The sixth and final diagnosis I want to talk about today is condensing osteitis. You don’t find a lot of information about this in the literature. It’s a diagnosis that you make radiographically by seeing an increased density of bone around an apex. Usually this will be associated with a pulp that is chronically inflamed but still vital, and the body has responded by increasing the bone density around the apex. I’ll put a reference for a case series in the show notes on the website.

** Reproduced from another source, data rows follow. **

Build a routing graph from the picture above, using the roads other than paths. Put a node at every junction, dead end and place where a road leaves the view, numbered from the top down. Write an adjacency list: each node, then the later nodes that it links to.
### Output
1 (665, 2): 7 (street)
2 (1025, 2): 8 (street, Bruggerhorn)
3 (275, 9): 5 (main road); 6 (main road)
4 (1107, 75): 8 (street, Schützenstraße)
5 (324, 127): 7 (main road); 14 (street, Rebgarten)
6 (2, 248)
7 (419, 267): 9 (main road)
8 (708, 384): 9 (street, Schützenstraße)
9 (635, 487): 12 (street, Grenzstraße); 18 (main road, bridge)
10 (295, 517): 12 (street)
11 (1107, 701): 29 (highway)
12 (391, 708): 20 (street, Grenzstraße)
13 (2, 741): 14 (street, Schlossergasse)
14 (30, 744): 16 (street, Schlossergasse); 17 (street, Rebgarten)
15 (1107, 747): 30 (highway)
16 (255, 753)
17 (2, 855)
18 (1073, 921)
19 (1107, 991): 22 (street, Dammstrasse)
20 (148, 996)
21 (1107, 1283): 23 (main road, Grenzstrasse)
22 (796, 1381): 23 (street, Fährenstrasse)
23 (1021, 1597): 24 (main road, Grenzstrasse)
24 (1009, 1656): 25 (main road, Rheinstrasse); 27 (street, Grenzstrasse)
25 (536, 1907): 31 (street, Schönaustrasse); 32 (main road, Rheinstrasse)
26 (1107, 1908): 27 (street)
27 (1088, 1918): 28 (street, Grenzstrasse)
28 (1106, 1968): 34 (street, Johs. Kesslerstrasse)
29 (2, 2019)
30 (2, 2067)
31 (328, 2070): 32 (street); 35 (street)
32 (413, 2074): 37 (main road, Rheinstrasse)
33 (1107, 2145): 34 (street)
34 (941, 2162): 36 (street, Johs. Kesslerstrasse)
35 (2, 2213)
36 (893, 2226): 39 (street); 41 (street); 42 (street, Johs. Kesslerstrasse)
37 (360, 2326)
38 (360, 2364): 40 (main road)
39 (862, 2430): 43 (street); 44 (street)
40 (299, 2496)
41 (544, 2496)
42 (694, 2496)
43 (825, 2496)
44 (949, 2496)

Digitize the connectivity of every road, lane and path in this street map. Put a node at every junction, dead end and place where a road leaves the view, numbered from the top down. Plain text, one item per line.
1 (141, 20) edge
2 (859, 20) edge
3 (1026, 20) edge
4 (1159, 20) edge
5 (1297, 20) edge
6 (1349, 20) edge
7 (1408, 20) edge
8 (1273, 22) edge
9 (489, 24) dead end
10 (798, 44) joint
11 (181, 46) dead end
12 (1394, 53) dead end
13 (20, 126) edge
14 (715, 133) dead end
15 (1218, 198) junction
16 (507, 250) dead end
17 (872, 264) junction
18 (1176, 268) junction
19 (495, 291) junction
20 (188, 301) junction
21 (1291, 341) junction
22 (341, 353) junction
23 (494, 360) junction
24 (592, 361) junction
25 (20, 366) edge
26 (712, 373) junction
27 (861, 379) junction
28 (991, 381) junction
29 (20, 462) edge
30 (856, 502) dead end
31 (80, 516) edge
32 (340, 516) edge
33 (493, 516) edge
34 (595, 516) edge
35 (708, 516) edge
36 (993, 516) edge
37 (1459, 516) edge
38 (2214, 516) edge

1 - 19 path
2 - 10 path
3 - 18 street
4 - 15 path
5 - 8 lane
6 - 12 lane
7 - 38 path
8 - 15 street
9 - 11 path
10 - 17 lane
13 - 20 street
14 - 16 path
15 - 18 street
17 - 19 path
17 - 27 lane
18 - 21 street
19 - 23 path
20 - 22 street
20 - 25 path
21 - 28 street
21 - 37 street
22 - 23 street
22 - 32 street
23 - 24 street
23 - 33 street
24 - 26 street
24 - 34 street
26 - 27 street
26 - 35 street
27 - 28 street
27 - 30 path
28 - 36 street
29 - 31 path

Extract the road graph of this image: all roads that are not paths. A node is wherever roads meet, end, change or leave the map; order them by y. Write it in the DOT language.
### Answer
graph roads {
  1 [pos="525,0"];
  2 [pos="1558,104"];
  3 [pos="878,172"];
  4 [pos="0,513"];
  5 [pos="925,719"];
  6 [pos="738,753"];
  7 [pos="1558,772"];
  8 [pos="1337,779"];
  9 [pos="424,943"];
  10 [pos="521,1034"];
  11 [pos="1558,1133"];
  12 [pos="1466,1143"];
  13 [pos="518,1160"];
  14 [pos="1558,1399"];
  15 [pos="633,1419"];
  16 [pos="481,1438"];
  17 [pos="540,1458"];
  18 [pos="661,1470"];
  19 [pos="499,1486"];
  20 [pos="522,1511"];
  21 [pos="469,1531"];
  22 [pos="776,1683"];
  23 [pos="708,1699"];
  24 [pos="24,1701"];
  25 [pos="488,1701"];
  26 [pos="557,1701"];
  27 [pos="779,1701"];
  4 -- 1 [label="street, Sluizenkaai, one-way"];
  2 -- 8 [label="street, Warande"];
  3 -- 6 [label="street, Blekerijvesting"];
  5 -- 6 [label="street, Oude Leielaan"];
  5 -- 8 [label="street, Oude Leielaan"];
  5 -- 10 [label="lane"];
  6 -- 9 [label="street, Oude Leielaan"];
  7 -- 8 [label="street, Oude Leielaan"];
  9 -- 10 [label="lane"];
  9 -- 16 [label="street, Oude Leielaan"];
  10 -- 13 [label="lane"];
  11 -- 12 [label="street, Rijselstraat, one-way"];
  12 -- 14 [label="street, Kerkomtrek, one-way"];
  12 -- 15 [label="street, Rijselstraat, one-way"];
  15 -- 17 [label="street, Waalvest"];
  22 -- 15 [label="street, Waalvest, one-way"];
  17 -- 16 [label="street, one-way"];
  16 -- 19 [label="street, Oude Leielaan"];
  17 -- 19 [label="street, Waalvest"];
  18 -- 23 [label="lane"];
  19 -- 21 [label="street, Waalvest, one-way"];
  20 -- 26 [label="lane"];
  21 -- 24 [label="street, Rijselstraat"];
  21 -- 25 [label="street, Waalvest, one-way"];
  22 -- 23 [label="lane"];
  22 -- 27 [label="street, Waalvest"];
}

So that’s it for periapical diagnosis. You need to be aware that twhat I’ve described is is a simple clinical diagnosis classification system designed to help you determine what treatment should be provided. There are always exceptions and you might find situations that don’t exactly fit for example when an abscess forms very quickly after pulpal necrosis but the periapical lesion doesn’t expand to a size that produces a lucency on a radiograph. Certainly the diagnoses we discussed tend to require a radiographic component, but it should be the clinical picture and symptoms that your patient is describing which heads you towards your diagnosis. There are also a bunch of conditions that can present as a lucency on an xray which are not endodontic in origin so again, your clinical history and tests should fit the radiographic appearance.
If you want a thorough review of the interaction of the periapical pathologies then go and grab Abbot’s article in Endodontic Topics, reference will be in the show notes. There are also some less common situations where other diagnoses are appropriate such as transient apical periodontitis and if you want to look that up I’ll put the reference for that in the notes too.